Donne e amicizia: 1 paio di etti di ipocrisia, grazie

Se penso ad un ambito della nostra nobile esistenza in cui il maschio – con le scurregge nella scatola cranica e un solo neurone eremita che gravita nello spazio e un senso dell’orientamento violato dalla suddetta aria viziata- vinca sulla femmina per propensione naturale è uno: l’amicizia.

Lungi da me adagiare le terga su un morbido giaciglio di stereotipi da discount, ma sfido qualsivoglia individuo ad abbandonarsi ad un libero moonwalk sul campo impervio della fratellanza femminile. Non solo si rischia una craniata sui ciottoli dei vicoli asfaltati con lo sputo, ma la chance di incappare un miraggio sullo sfondo, dopo la seconda piroette, è quotata 10:1.

Non ci prendiamo per il culo, la stragrande maggioranza delle vagina dotate ha il tratto “falsità” nel proprio acido desossiribonucleico. Basta andare a farsi un giro su facebook, sotto le foto profilo di una tizia randomica, per fare il conteggio dei complimenti melensi distribuiti come i biglietti da visita di herbalife. Se il target in questione, poi, si avvicina ad una versione più addolcita di Demo Morselli, le moine crescono esponenzialmente.

Perché funziona così, esiste un solo modus operandi applicabile a due situazioni antitetiche: quando la femmina si convince di essere più figa di una sua “amica” e quando ad essere più figa è l’altra. Nel primo caso, quando la tipa è un boiler ci si appresta a sfoderare una dedizione da ultràs con incoraggiamenti del tipo “amo, sei bellissima con questo leggins! Prossima volta proverei quello più chiaro, ti rende più luminosa!”. Nel secondo caso, invece, si digita il complimento sulla tastiera con la stessa raggia canina di Zidane che tira una capata a Materazzi : “Bellissima, tesoroooooo”, per poi confidare alla prima anima che incontra quanto invece sia troia nel suo atteggiarsi, manco fosse la Bellucci-o-mio-Dio.

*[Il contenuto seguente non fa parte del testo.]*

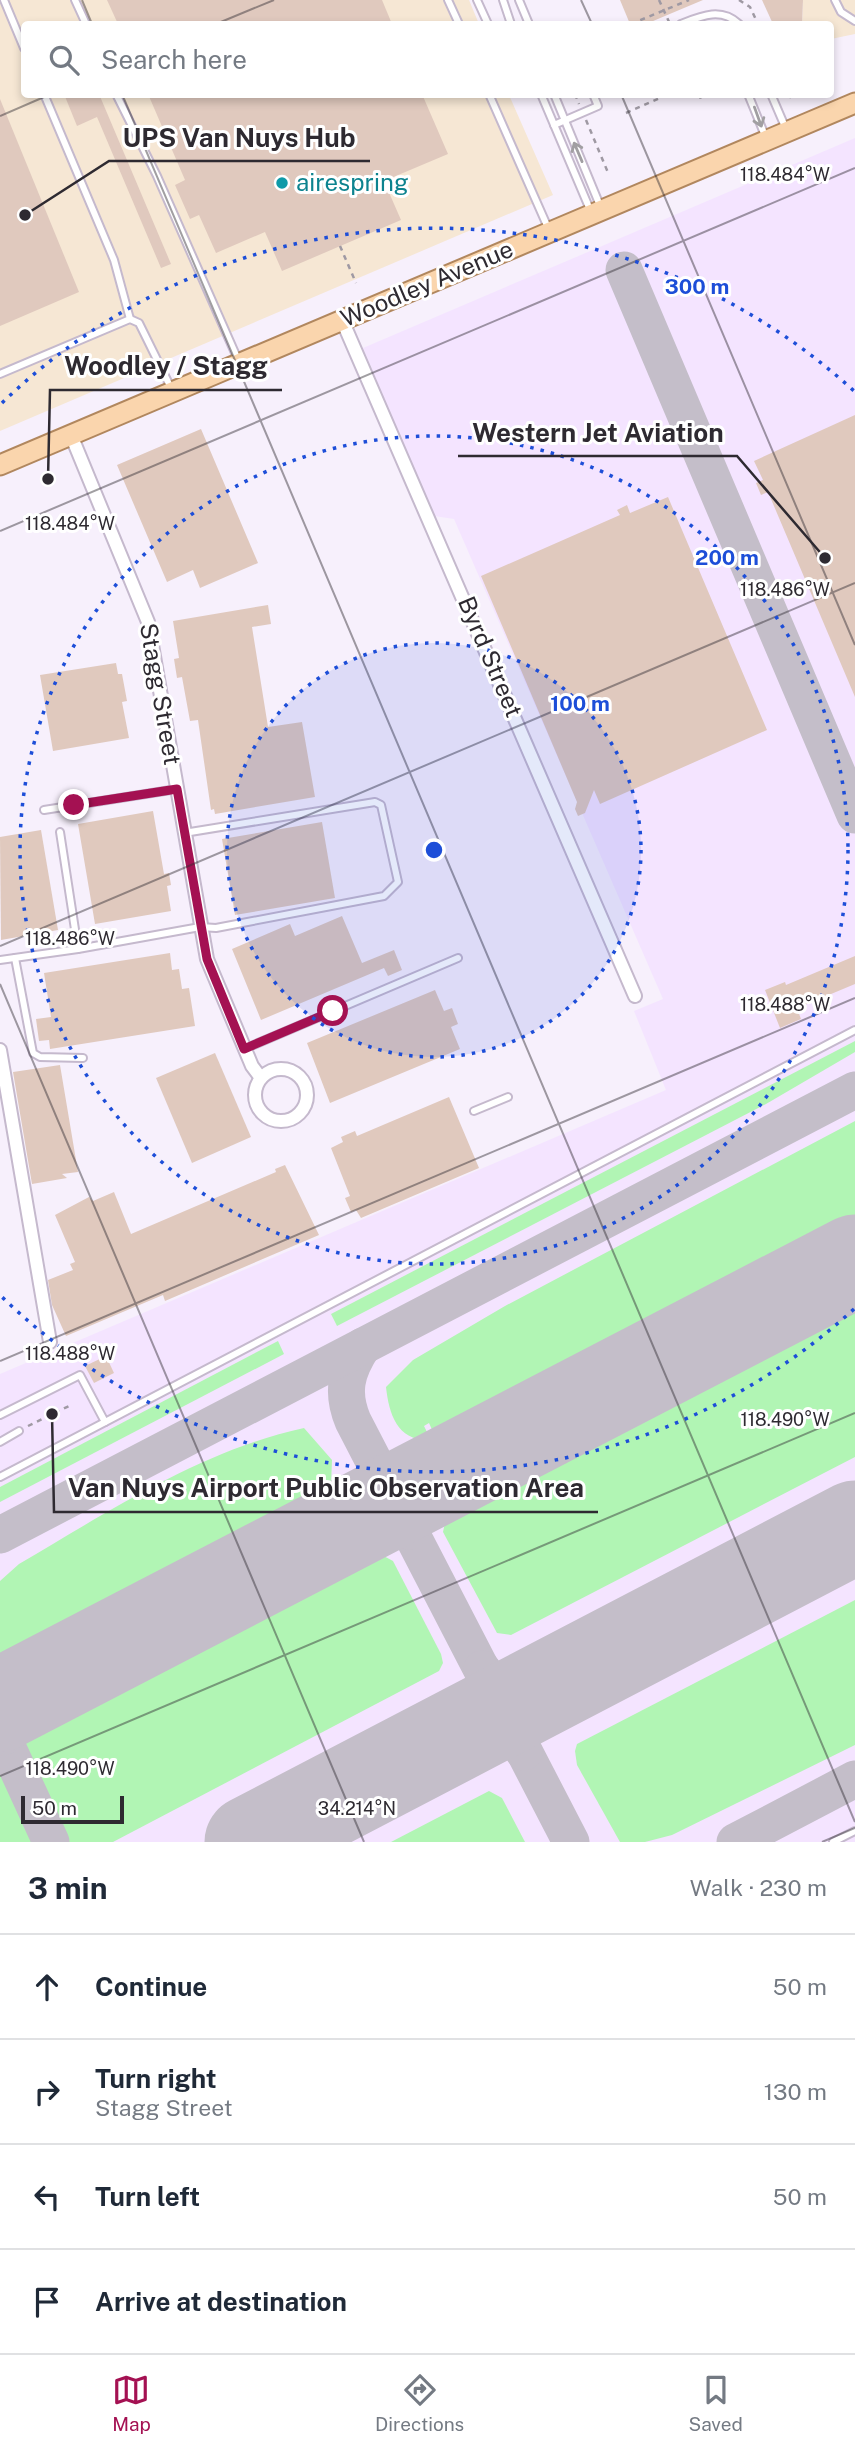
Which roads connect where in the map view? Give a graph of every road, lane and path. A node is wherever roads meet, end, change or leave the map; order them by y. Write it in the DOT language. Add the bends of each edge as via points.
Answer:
graph roads {
  1 [pos="4,0"];
  2 [pos="75,0"];
  3 [pos="448,0"];
  4 [pos="477,0"];
  5 [pos="519,0"];
  6 [pos="659,0"];
  7 [pos="689,0"];
  8 [pos="739,0"];
  9 [pos="835,0"];
  10 [pos="502,1"];
  11 [pos="663,11"];
  12 [pos="85,21"];
  13 [pos="458,21"];
  14 [pos="487,21"];
  15 [pos="511,21"];
  16 [pos="528,21"];
  17 [pos="638,21"];
  18 [pos="668,21"];
  19 [pos="689,21"];
  20 [pos="733,21"];
  21 [pos="757,21"];
  22 [pos="855,21"];
  23 [pos="21,41"];
  24 [pos="46,98"];
  25 [pos="118,98"];
  26 [pos="491,98"];
  27 [pos="543,98"];
  28 [pos="556,98"];
  29 [pos="577,98"];
  30 [pos="595,98"];
  31 [pos="660,98"];
  32 [pos="700,98"];
  33 [pos="750,98"];
  34 [pos="773,98"];
  35 [pos="702,102"];
  36 [pos="855,103"];
  37 [pos="583,113"];
  38 [pos="626,113"];
  39 [pos="565,121"];
  40 [pos="554,125"];
  41 [pos="787,131"];
  42 [pos="767,140"];
  43 [pos="609,175"];
  44 [pos="597,212"];
  45 [pos="549,232"];
  46 [pos="340,246"];
  47 [pos="356,284"];
  48 [pos="130,319"];
  49 [pos="342,320"];
  50 [pos="240,363"];
  51 [pos="0,374"];
  52 [pos="173,392"];
  53 [pos="71,435"];
  54 [pos="0,465"];
  55 [pos="177,789"];
  56 [pos="44,810"];
  57 [pos="60,832"];
  58 [pos="184,833"];
  59 [pos="200,927"];
  60 [pos="78,949"];
  61 [pos="15,958"];
  62 [pos="458,958"];
  63 [pos="0,960"];
  64 [pos="635,996"];
  65 [pos="855,1030"];
  66 [pos="244,1049"];
  67 [pos="0,1051"];
  68 [pos="83,1058"];
  69 [pos="261,1078"];
  70 [pos="508,1097"];
  71 [pos="474,1111"];
  72 [pos="50,1342"];
  73 [pos="71,1405"];
  74 [pos="0,1415"];
  75 [pos="105,1422"];
  76 [pos="19,1431"];
  77 [pos="0,1442"];
  78 [pos="0,1477"];
  79 [pos="855,1831"];
  80 [pos="833,1842"];
  1 -- 23 [label="lane"];
  2 -- 12 [label="lane"];
  3 -- 13 [label="lane"];
  4 -- 14 [label="lane"];
  5 -- 16 [label="lane"];
  6 -- 11 [label="path"];
  7 -- 11 [label="path"];
  8 -- 21 [label="path" via="750,7"];
  9 -- 22 [label="lane" via="841,12"];
  10 -- 15 [label="lane"];
  11 -- 17 [label="path"];
  11 -- 18 [label="path"];
  19 -- 20 [label="lane" via="707,14"];
  24 -- 48 [label="lane" via="114,260"];
  25 -- 50 [label="lane"];
  26 -- 45 [label="lane"];
  27 -- 40 [label="lane"];
  28 -- 39 [label="lane"];
  29 -- 37 [label="path"];
  30 -- 37 [label="lane" via="598,106"];
  31 -- 38 [label="path"];
  32 -- 35 [label="path"];
  33 -- 42 [label="lane, one-way"];
  34 -- 41 [label="lane"];
  36 -- 41 [label="main road, Woodley Avenue"];
  37 -- 39 [label="lane"];
  37 -- 43 [label="path"];
  39 -- 40 [label="lane"];
  44 -- 39 [label="lane, one-way"];
  40 -- 44 [label="lane"];
  41 -- 42 [label="main road, Woodley Avenue"];
  42 -- 44 [label="main road, Woodley Avenue"];
  44 -- 45 [label="main road, Woodley Avenue"];
  45 -- 49 [label="main road, Woodley Avenue"];
  46 -- 47 [label="path"];
  48 -- 51 [label="lane"];
  48 -- 52 [label="lane" via="139,323"];
  49 -- 50 [label="main road, Woodley Avenue"];
  49 -- 64 [label="street, Byrd Street"];
  50 -- 52 [label="main road, Woodley Avenue"];
  52 -- 53 [label="main road, Woodley Avenue"];
  53 -- 54 [label="main road, Woodley Avenue"];
  53 -- 55 [label="street, Stagg Street" via="143,606"];
  55 -- 56 [label="lane"];
  55 -- 58 [label="street, Stagg Street"];
  57 -- 60 [label="lane"];
  58 -- 59 [label="street, Stagg Street"];
  58 -- 59 [label="lane" via="375,802 381,805 398,882 384,896 216,928"];
  59 -- 60 [label="lane"];
  59 -- 66 [label="street, Stagg Street" via="212,974"];
  60 -- 61 [label="lane"];
  61 -- 63 [label="lane"];
  61 -- 68 [label="lane" via="33,1053"];
  62 -- 66 [label="lane"];
  65 -- 75 [label="lane"];
  66 -- 69 [label="street, Stagg Street"];
  67 -- 72 [label="street"];
  69 -- 69 [label="street" via="255,1097 262,1113 277,1121 301,1112 307,1096 297,1073 280,1068"];
  70 -- 71 [label="lane"];
  73 -- 76 [label="path"];
  74 -- 75 [label="lane" via="80,1375"];
  75 -- 78 [label="lane"];
  76 -- 77 [label="lane"];
  79 -- 80 [label="lane"];
}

A te non costa nulla. Per noi è una fonte di soddisfazione enorme.

Questo perché la donna ha un difetto di fabbrica grande quanto le minne siliconate della Cipriani: soffre la competizione. Ci nasce, ci cresce e ci crepa. Non c’è un cazzo da fare. Ancora si attende la scoperta di una Stele appartenente al periodo Egizio, raffigurante due signore nell’atto di strapparsi i capelli l’un l’altra per contendersi l’ultima goccia di “eye-liner”.

Non parliamo poi di un ipotetico triangolo amoroso. Ho visto maschi disposti a farsi cambiare la residenza a Timbuktu pur di resistere all’impellenza di azzuppare il biscotto nella tazza della fidanzata del proprio compagno di merende. Per due amiche che si infatuano dello stesso membro, invece, la situazione assume le sfumature di un set di Sergio Leone. A meno che ‘ste due non siano davvero unite da un legame autentico celebrato con un patto di sangue al primo giorno di menarca, con la luna piena e la perturbazione proveniente da nord-est, sui generis è guerra dichiarata. Diventa una questione di principio, pure se Goffredo per definizione si avvicina etimologicamente al valore di uno spruzzetto, di nome e di fatto, conquistarlo diventa più importante dell’appuntamento dall’estetista 12 ore prima di un’uscita galante.

Insomma, pare brutto arrischiarsi a prendere come esempio l’uomo in qualcosa in cui spesso dichiara una manifesta superiorità di stile. Facciamolo sentire importante come la madre quando gli fa una standig ovation nel momento in cui lo sorprende a sbucciarsi la mela da solo. Meno scuoricinamenti in bacheca, più rutto libero in compagnia.

Ps: comunque siete tutte bellissime, vi lovvo quanto l’umidità!